Ohne Rumms, aber mit viel Pfiff: Experimente verändern den Alltag

Die Zwölfjährigen haben daraufhin mehrere Artikel untersucht. Ihre Ergebnisse stellen sie in Augsburg vor, und vor allem, was sich verbessern lässt. So haben die Mädchen unter anderem einen Tubenausquetscher entwickelt. „Daran haben wir schon länger gearbeitet“, erzählt Gina Huber.

Lampen-Tester Um Verbesserungen geht es auch beim Projekt von Samuel Reithmeir (13) und Noah Lechner (12) aus Rehling. Die beiden Schüler vom Paul-Klee-Gymnasium in Gersthofen haben einen Energiesparlampen-Tester entwickelt.

Denn wer will schon erst auf der Leiter beim Wechseln feststellen, ob die Lampe auch wirklich funktioniert. Sie machen es jetzt ganz „einfach“: In einer Konstruktion aus Lego-Steinen befindet sich ein Plasmaball und erzeugt dort ein elektromagnetisches Feld.

Wer die Lampe hinein legt und sie dann den Ball berührt, kann sehen, ob sich das Erklimmen der Leiter auch lohnt. „Denn wenn die Lampe funktioniert, fängt sie bei der Berührung an zu leuchten“, erklärt Samuel Reithmeir. Für ihn und seinen Mitschüler war das alles ein Klacks. Nur fünf Tage haben sie daran gebastelt, mit ein paar zusätzlichen Ideen aus dem Internet.
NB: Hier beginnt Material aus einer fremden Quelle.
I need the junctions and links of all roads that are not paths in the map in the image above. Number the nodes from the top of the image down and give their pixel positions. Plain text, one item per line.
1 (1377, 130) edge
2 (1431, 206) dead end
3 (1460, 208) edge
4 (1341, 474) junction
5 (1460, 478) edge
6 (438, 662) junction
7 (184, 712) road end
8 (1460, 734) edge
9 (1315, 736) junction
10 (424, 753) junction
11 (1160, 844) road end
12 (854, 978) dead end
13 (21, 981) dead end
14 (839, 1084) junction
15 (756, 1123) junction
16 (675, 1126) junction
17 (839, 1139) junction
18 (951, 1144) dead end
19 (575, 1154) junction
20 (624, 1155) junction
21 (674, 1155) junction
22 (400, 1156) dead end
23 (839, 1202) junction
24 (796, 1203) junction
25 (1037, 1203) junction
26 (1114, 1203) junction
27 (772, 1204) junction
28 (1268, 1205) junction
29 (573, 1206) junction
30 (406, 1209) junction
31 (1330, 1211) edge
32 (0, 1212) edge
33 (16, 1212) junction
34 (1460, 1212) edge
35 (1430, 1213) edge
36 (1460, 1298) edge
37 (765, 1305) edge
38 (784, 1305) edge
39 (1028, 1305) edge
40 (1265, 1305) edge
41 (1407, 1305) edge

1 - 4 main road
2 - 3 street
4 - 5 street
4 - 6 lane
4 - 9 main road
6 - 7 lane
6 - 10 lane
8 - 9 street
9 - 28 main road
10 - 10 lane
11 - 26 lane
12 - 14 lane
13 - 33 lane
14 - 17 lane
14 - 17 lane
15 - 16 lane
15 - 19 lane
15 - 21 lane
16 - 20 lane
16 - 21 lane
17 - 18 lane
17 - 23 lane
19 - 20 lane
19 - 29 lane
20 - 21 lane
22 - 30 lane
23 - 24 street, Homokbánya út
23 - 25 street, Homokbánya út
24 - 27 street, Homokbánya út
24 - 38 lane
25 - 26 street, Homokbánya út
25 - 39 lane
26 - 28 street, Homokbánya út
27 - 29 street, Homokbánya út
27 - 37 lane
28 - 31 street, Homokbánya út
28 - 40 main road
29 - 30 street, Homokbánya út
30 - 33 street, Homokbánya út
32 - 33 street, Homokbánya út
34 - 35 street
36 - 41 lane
Regenschutz Relativ schnell fertig waren auch Korbinian Haas (14) aus Gebenhofen (Gemeinde Affing) sowie seine Mitschülerinnen Laura Winterfeldt (15) und Claire Nunnink (14) aus Augsburg. In einem Monat haben sie einen Regenschutz für Gartenmöbel entwickelt. Das Unterstellen oder Abwischen gehört damit der Vergangenheit an. An einem Regenrohr haben die Schüler des Augsburger Gymnasiums bei St. Stephan einen Trichter befestigt. Darin liegt ein mit Alufolie umwickelter Tischtennisball.

Läuft (Regen-) Wasser durch das Rohr, wird der Ball gegen zwei Kontakte gedrückt. Dadurch läuft ein Motor an, der dafür sorgt, dass sich eine Plane entfaltet und die Gartenmöbel geschützt sind. Für Korbinian war das kein allzu großes Problem. „Handwerklich habe ich schon so einiges gemacht“, sagt er. Mal schauen, wo die Industrie zuerst anklopft, um die Erfindung in Serie zu produzieren.

Die Ausstellung der Wettbewerbsprojekte im Staatlichen Textil- und Industriemuseum (tim) in Augsburg, Provinostraße 46, ist am Freitag, 1. März, von 9 bis 14 Uhr für alle interessierten Besucher geöffnet. Die Preisverleihung ist um 15 Uhr im Textilmuseum.